1. Perspective Taking: Decoding a media message often begins with the person or people who created the message to begin with. Why did they create the message, and what do they want you to do or feel as a result? The answer may seem straightforward to adults: The commercial was created by people who manufacture a product, and they want you to go out and buy the product. In teaching this concept to children, you are teaching that media are a construction, created by a specific author or authors for a specific purpose. At the same time, children are challenged to learn that different people have different desires and needs which may be very different from their own. The complexity of this lesson in empathy can shift according to the complexity of the message being decoded, but the fundamentals are the same whether the students in question are six or sixteen. In both cases, they have to consider what motivates another person.

2. Moral Identity
: Processing a media message forces you to consider your ethical values and, by extension, your unique identity. In our programs we frequently experience this when we screen a news story or video clip that some students find offensive, while others struggle to see a problem. Take, for example, this Volkswagen commercial created for the 2013 Super Bowl.

When we showed this in a New York City high school class, just about half of the students laughed but the rest were incredulous, wondering how this ad stereotyping Jamaicans could have gotten made in the first place. One student said that if she had been in the room at Volkswagen, she never would have let something like this continue. Another student said he didn't see the issue; the ad was saying Jamaicans are happy, and isn't that a good thing? Our point as media literacy educators was not that one student was wrong or another was right; rather, our point was that different audiences interpret messages in different ways. The students didn't need to agree on the meaning, but we asked them to respect differing opinions and try to understand alternate perspectives.
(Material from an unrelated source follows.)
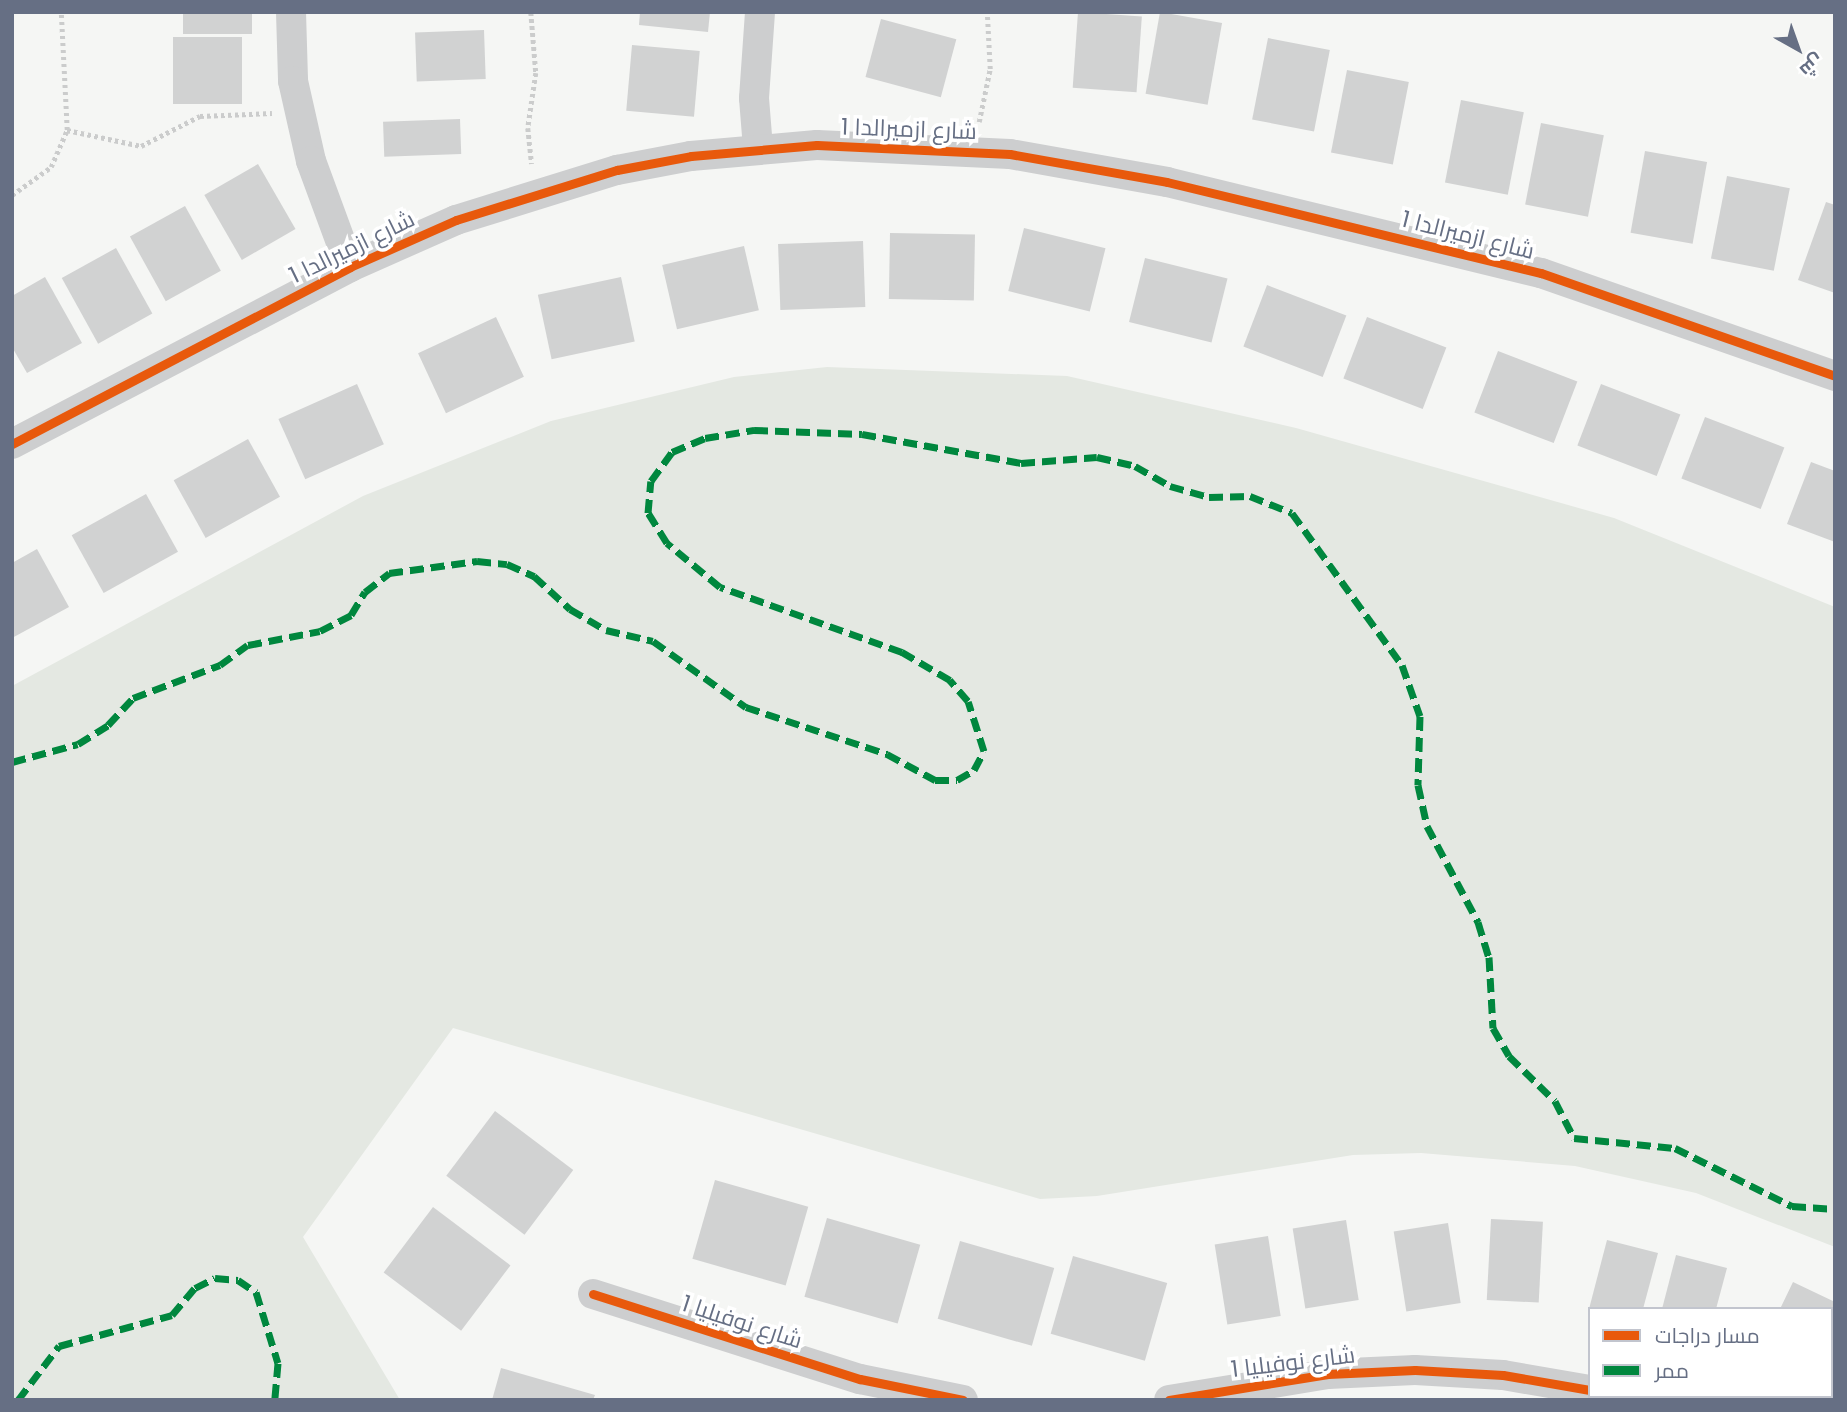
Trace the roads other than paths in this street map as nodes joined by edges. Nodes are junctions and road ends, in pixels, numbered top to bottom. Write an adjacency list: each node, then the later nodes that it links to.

3. Teamwork and Collaboration: Teaching media literacy is impossible - and also rather dull - without some kind of hands-on work. That's why making media is a huge part of what we do at The LAMP, and why so many forward-thinking educators are actively integrating media and technology production as part of their everyday teaching. But when students work together to remix a commercial or produce their own Public Service Announcement, they're doing more than clicking buttons. They're also negotiating ideas to create a team project, which means empathizing with other perspectives and making compromises for the good of the group and the task at hand, a practice Dr. Borba extols in chapter seven of her book. In order to be members of a functional group, young people have to think about other perspectives as well as how their own ideas are being received by other members of the group. Learning how to work with others is a vital part of any hands-on media literacy education.